It’s not Japanese, as its name would imply, but video games firm Sumo Group has also seen a huge pick-up in business.
Last year, the World Health Organisation described video game addiction as a mental health disorder. Earlier this year, the WHO came out publicly in favour of video games, as a way of helping people to stay connected with one another during lockdown.
The recent endorsement may seem surprising but it reflects a huge shift in the way that people play games. Once, a solitary habit largely practised by teenage boys, gaming has become a social experience.
Popular: Once, a solitary habit largely practised by teenage boys, gaming has become a social experience
Most enthusiasts play multiuser games that involve several people, their average age is 34 and about 45 per cent of them are women.
Gaming has also soared in popularity. There were already more than two billion gamers before lockdown, but in recent months it has become the most popular way to pass the time, even outranking Netflix and Amazon Prime. Interest has continued even as lockdown restrictions ease and Sumo is well-placed to benefit.
One of the biggest independent game developers, this Sheffield-based business counts the likes of Sony, Microsoft, Sega and Apple as customers. And it is known across the industry for high-quality, reliable and creative work.
The company can do everything that a game publisher needs, from dreaming up new games to designing them, developing them, making sure they work and providing support after a game is launched.
Contracts are long term so revenues are steady and robust. Sumo has also built up strong relationships with its customers, working with big names such as Sony and Sega for more than 15 years.
Chief executive Carl Cavers recently delivered strong half-year figures and analysts expect a 25 per cent increase in annual sales to £61.5million for 2020 with a surge to £93million for 2021.

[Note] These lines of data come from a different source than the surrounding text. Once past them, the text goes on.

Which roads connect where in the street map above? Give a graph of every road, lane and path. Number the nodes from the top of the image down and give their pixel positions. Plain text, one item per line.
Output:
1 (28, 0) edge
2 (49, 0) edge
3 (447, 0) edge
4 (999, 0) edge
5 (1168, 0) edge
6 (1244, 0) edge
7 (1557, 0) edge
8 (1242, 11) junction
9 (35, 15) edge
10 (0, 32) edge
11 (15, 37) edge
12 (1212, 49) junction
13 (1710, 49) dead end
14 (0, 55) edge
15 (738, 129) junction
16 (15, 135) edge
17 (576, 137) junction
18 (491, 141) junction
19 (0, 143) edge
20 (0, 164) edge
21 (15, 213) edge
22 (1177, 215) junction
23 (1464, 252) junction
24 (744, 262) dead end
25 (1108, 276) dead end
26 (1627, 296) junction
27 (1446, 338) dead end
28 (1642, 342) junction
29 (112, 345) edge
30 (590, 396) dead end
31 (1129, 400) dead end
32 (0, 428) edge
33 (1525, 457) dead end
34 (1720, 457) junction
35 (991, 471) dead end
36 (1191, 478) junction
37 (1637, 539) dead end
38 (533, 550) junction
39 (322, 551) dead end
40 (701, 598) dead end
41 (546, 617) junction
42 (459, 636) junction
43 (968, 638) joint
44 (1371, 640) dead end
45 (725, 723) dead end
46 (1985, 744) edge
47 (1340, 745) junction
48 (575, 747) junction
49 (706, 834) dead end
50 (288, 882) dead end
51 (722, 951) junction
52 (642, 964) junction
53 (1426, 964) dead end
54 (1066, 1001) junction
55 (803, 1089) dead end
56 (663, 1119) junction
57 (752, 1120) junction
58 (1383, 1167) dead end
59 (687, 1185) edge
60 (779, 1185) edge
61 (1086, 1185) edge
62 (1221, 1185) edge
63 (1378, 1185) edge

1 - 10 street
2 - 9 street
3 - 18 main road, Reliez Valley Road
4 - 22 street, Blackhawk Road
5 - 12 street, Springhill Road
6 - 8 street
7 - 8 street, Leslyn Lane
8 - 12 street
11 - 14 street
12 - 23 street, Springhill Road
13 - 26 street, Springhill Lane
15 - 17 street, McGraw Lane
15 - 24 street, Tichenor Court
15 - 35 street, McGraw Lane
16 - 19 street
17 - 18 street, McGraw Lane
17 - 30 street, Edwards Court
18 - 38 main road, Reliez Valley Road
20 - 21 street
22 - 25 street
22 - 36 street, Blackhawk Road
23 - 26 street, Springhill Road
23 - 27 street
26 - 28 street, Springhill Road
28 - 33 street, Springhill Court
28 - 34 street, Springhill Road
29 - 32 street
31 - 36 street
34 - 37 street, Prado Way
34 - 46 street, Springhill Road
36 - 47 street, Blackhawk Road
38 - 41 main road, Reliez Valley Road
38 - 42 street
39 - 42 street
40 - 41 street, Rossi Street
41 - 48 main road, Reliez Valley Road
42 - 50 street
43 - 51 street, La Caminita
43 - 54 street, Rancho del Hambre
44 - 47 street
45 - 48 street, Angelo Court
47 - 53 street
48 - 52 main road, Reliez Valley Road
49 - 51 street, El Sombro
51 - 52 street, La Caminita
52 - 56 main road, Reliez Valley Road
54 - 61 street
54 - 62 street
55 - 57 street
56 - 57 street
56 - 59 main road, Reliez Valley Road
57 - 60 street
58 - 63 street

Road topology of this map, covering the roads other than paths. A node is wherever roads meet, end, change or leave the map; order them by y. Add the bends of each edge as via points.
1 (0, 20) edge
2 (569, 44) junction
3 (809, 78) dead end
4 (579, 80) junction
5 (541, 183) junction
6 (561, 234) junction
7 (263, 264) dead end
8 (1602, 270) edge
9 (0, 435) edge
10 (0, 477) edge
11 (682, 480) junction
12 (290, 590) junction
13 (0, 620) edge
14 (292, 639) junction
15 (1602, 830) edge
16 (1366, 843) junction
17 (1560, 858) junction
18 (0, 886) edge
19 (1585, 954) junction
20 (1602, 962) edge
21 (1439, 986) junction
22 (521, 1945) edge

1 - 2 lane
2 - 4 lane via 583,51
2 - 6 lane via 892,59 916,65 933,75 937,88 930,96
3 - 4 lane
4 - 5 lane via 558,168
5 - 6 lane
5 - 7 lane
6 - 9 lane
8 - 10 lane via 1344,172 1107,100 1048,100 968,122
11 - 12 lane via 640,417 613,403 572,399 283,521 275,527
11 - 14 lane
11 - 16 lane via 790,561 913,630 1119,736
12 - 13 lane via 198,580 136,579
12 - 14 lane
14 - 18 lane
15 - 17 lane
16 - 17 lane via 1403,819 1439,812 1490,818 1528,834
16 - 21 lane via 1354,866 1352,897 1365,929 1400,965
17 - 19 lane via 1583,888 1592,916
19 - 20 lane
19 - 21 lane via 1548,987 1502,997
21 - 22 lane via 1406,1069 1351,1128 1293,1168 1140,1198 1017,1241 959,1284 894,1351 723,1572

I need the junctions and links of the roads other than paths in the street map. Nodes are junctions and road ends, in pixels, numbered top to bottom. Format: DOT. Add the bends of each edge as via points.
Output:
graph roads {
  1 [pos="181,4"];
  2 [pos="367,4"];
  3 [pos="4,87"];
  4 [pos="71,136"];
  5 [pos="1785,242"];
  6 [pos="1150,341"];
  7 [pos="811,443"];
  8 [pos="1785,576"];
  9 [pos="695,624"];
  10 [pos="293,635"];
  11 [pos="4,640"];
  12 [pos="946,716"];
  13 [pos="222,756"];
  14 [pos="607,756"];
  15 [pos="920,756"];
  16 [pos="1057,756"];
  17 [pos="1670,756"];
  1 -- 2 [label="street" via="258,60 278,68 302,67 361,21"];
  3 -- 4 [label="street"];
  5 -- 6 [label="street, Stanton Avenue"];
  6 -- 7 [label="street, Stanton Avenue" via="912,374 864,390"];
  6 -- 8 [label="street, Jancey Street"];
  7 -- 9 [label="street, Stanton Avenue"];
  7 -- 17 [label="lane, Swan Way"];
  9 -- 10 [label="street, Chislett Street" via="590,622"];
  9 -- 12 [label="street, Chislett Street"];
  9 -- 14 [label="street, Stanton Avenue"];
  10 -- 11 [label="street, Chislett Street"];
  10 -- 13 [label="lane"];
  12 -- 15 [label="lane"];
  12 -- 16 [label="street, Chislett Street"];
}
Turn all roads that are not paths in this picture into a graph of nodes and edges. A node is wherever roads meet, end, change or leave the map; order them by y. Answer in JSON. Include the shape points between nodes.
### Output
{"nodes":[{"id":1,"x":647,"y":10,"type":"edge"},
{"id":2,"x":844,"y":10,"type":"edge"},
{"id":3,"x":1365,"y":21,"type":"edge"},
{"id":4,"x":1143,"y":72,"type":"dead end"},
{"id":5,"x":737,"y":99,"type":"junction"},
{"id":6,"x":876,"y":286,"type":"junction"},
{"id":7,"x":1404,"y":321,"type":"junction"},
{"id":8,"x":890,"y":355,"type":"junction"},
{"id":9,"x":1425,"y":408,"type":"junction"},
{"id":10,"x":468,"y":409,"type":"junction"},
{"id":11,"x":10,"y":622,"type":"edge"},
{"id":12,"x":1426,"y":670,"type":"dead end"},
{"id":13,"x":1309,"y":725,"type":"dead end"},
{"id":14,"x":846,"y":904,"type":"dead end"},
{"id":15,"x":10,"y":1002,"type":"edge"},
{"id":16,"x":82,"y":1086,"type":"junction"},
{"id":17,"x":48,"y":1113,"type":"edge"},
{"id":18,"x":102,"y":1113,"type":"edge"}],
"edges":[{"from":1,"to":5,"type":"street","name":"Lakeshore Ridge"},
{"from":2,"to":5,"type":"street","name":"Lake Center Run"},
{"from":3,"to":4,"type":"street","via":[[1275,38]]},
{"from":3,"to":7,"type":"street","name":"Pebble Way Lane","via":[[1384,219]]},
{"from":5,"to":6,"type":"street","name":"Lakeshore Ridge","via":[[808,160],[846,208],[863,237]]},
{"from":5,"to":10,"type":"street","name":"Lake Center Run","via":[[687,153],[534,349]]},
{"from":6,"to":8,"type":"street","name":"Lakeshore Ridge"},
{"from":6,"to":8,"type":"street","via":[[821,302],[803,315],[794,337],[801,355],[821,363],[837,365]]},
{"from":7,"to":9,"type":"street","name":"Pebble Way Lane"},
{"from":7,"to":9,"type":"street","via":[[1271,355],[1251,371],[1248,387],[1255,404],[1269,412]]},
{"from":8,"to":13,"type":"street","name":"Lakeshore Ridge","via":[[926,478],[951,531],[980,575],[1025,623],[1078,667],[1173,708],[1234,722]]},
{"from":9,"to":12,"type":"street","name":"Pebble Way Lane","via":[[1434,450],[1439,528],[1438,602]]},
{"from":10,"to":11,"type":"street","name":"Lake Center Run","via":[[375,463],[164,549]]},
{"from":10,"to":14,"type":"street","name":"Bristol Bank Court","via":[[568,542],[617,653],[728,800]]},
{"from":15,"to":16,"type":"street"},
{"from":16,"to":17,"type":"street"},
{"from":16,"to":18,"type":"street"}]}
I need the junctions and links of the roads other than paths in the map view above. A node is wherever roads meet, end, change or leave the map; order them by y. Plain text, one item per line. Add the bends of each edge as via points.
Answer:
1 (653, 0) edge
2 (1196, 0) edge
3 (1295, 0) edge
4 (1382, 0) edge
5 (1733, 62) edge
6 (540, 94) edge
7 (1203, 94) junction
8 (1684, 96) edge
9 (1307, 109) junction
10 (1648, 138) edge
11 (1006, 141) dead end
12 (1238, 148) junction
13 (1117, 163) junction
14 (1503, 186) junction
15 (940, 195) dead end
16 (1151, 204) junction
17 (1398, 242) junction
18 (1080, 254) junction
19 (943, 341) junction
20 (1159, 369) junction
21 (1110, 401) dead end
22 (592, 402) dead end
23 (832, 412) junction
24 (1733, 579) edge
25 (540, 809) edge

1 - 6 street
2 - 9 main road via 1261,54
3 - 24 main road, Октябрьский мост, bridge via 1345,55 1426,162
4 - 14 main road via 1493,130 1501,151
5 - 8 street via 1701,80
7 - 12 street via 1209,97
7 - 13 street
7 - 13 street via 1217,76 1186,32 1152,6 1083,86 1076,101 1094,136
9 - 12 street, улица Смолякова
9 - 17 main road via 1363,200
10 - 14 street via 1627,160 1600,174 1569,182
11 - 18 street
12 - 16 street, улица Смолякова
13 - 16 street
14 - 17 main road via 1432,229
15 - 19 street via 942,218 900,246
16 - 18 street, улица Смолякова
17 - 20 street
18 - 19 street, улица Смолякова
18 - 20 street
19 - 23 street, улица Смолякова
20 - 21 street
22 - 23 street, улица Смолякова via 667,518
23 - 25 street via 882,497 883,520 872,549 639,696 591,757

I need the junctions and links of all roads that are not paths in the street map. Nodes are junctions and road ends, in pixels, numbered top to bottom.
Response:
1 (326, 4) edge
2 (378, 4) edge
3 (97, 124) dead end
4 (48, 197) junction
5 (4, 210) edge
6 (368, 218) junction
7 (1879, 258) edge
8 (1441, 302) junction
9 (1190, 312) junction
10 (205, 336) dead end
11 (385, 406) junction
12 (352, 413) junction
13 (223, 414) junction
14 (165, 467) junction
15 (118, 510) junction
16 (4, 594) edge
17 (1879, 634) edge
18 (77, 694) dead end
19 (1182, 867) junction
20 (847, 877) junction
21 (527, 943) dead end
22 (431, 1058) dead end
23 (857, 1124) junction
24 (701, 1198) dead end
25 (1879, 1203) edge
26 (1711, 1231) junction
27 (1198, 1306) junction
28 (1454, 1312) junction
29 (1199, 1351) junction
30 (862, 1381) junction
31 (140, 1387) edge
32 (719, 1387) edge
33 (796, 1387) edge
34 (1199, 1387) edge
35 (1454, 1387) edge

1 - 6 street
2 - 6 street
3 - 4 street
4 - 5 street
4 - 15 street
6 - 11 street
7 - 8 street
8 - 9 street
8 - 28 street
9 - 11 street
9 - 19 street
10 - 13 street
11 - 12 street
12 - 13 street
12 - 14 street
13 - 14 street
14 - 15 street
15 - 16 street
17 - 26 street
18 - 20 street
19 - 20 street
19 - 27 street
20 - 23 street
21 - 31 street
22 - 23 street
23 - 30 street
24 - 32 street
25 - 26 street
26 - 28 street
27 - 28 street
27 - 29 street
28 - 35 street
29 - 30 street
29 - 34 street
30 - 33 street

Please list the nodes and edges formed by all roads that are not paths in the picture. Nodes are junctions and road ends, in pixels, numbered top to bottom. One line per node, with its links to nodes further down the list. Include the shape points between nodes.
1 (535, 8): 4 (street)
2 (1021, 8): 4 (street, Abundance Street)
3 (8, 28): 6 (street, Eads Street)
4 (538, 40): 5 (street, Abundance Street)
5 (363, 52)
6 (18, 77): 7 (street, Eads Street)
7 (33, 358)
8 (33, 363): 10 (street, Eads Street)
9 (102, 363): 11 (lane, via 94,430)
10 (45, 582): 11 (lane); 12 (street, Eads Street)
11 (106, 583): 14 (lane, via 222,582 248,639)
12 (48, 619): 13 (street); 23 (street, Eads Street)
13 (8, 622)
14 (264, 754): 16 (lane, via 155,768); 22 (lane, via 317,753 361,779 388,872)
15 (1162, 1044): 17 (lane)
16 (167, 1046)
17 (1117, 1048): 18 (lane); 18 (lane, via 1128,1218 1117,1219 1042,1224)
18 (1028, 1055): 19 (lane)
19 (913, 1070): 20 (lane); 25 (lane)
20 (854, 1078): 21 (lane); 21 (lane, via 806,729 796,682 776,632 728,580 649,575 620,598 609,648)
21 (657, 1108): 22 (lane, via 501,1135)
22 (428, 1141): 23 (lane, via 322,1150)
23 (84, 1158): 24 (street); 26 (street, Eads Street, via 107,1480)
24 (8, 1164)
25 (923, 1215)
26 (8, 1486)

Profits are likely to be static at £11.5million this year, as the company has been hiring new people to cope with increased demand. And it has incurred some new costs, as it moved staff to homeworking.
Next year, however, profits should shoot up to £17million with further growth pencilled in for 2022. Sumo has also just bought a US business based in Oregon. The company, Pipeworks, will give Sumo access to new American customers and Cavers worked with Pipeworks boss, Lindsay Gupton, for several years so he knows the business and its people well.
Looking ahead, Sumo’s outlook seems set fair. Not only does it have a rich pipeline of work, including the launch of Sackboy: A Big Adventure later this year, but it is starting to publish its own games.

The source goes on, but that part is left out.